Epigenetic silencing of CDR1as drives IGF2BP3-mediated melanoma invasion and metastasis [RNA-Seq]

Metastasis is the primary cause of death of cancer patients. Dissecting mechanisms governing metastatic spread may uncover important tumor biology and/or yield promising therapeutic insights. Here we investigated the role of circular RNAs (circRNA) in metastasis, using melanoma as a model aggressive tumor. We identified silencing of Cerebellar Degeneration Related 1 (CDR1as), a regulator of the microRNA miR-7, as a hallmark of melanoma progression.
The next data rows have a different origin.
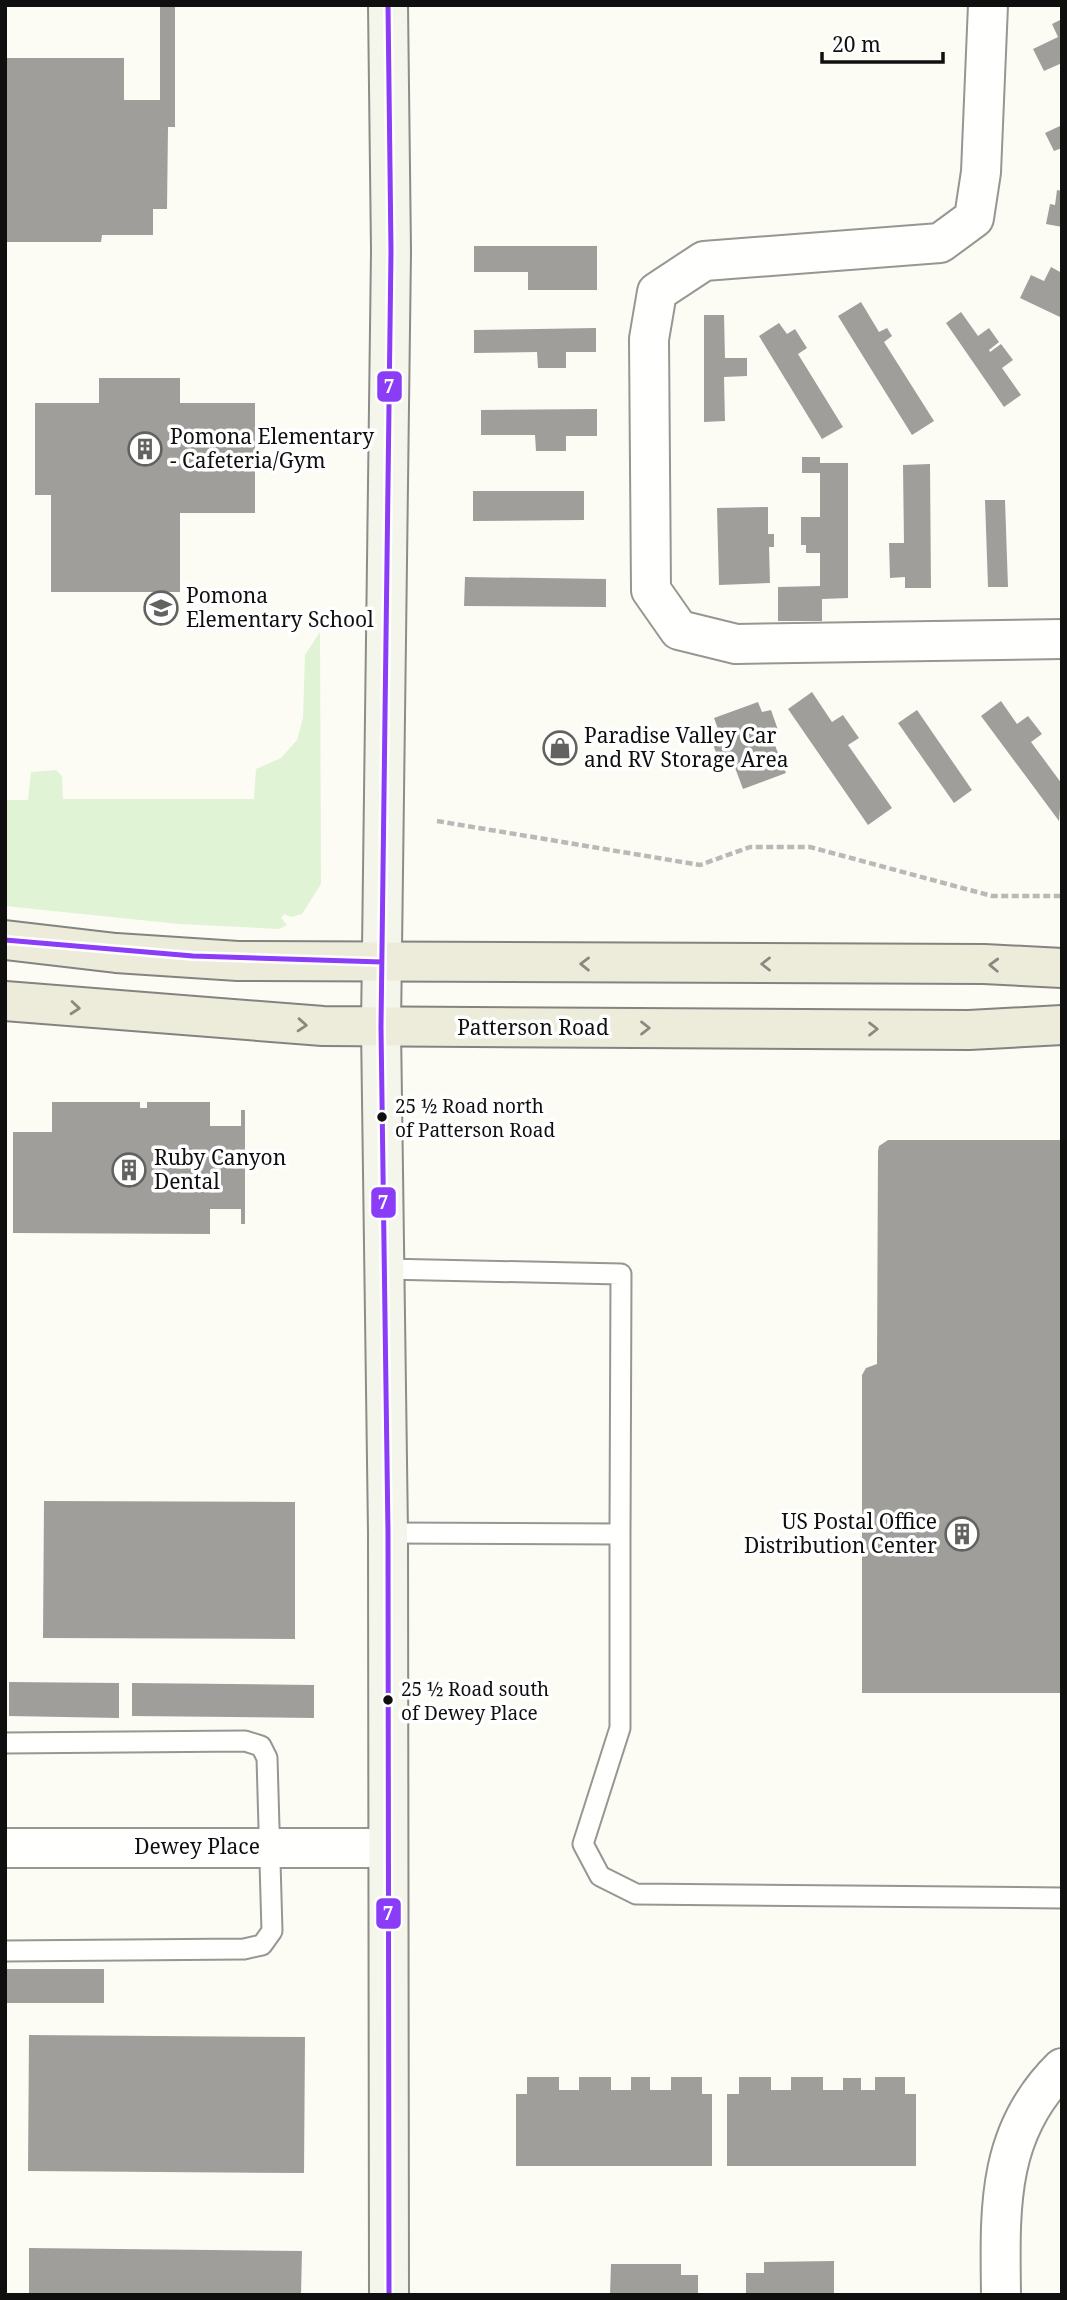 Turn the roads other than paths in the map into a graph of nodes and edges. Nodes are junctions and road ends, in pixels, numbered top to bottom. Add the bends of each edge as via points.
1 (388, 5) edge
2 (988, 5) edge
3 (1062, 639) edge
4 (5, 940) edge
5 (382, 962) junction
6 (1062, 968) edge
7 (5, 1002) edge
8 (1062, 1026) edge
9 (381, 1027) junction
10 (385, 1269) junction
11 (388, 1533) junction
12 (620, 1534) junction
13 (5, 1743) edge
14 (268, 1846) junction
15 (5, 1848) edge
16 (388, 1848) junction
17 (1062, 1898) edge
18 (5, 1951) edge
19 (1062, 2068) edge
20 (389, 2295) edge
21 (1000, 2295) edge

1 - 5 street via 391,251
2 - 3 street via 981,172 974,218 940,243 704,261 657,292 649,339 651,590 679,630 736,644
4 - 5 main road via 238,961
6 -> 5 main road
5 - 9 street
7 -> 9 main road, Patterson Road via 132,1014
9 -> 8 main road, Patterson Road via 969,1030
9 - 10 street
10 - 11 street
10 - 12 lane via 621,1274
11 - 12 lane
11 - 16 street
12 - 17 lane via 620,1728 583,1844 600,1875 636,1894
13 - 14 lane via 245,1741 261,1746 267,1758
14 - 15 street, Dewey Place
14 - 16 street, Dewey Place
14 - 18 lane via 272,1931 262,1945 244,1949
16 - 20 street
19 - 21 street via 1046,2083 1012,2144 1000,2214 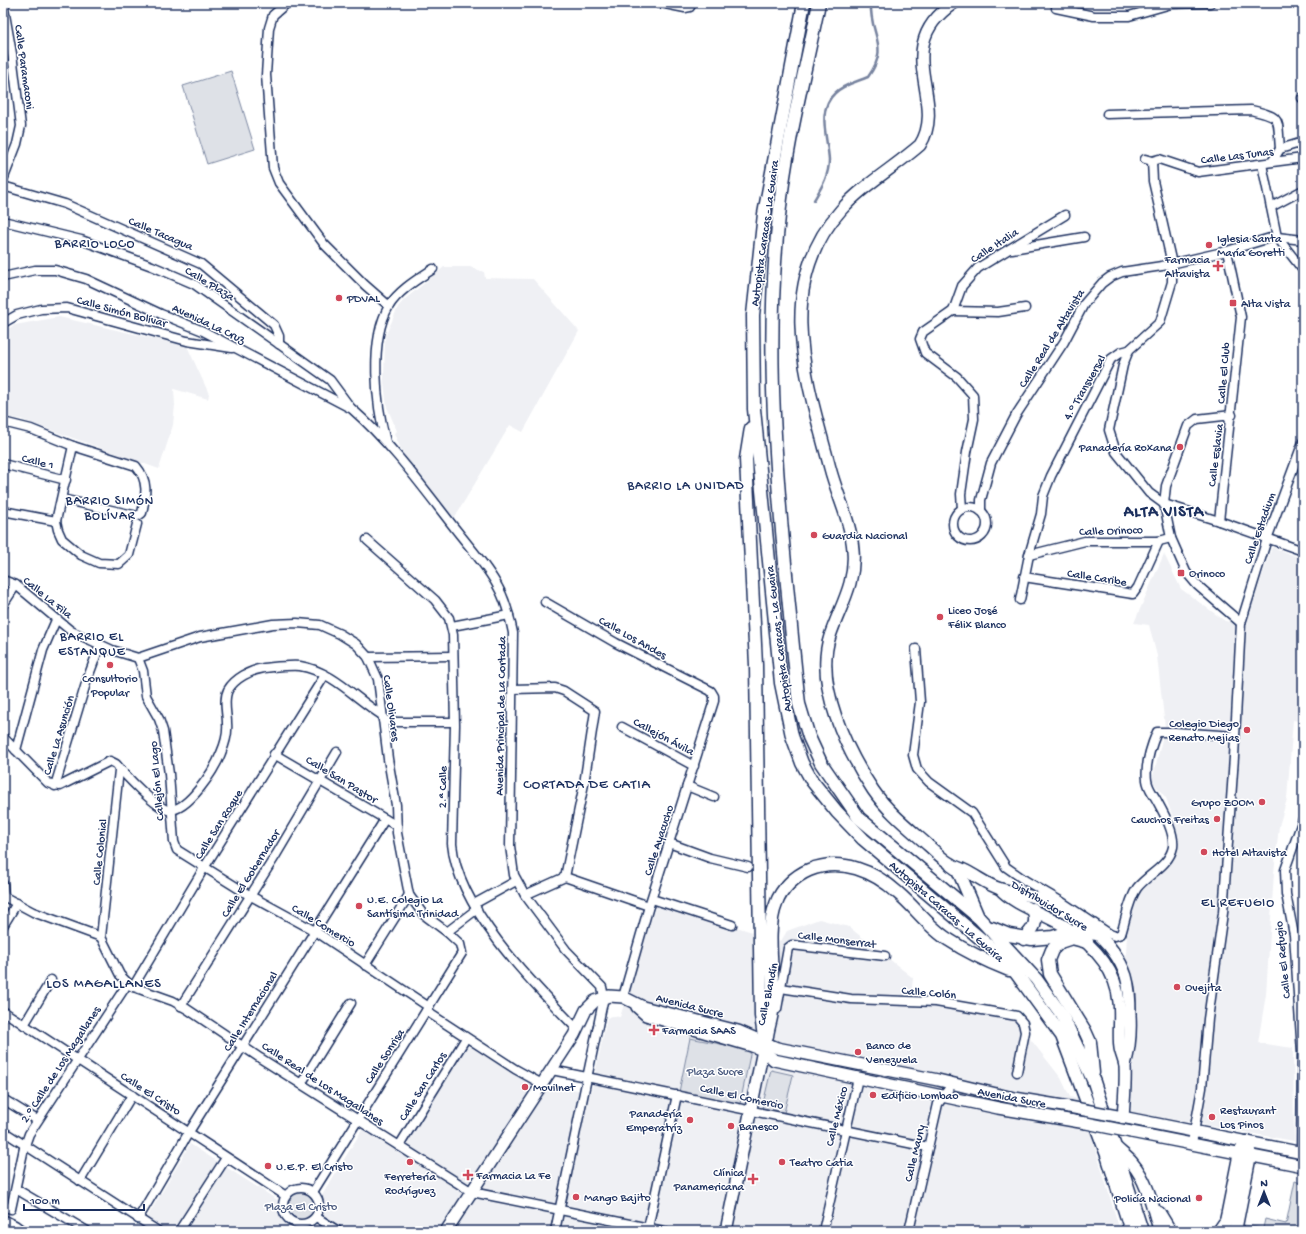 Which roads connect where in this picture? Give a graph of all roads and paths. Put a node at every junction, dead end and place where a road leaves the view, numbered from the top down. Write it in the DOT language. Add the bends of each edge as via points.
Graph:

We find that CDR1as depletion results from epigenetic silencing of its originating lincRNA, and promotes invasion in vitro and metastasis in vivo, through a miR-7-independent, IGF2BP3-mediated mechanism. Moreover, CDR1as levels identify cellular states associated with distinct therapeutic responses. Our study reveals functional, prognostic and predictive roles for CDR1as and expose circRNAs as key players in metastasis. circRNA profiling analyses were performed on rRNA-depleted RNA-seq of 10 melanoma STCs (single replicates) and 4 cultured melanocytes (single replicates, from ENCODE). rRNA-depleted RNA-seq of additional cultured melanocytes (single replicates of 5 melanocyte cultures from independent donors), melanoma STCs (single replicates of 3 primary-derived STCs), and established melanoma cell lines (2-5 replicates of 7 cell lines) were analyzed for expression of CDR1as and LINC00632. RNA-seq was performed on control and CDR1as-depleted WM278 melanoma cells.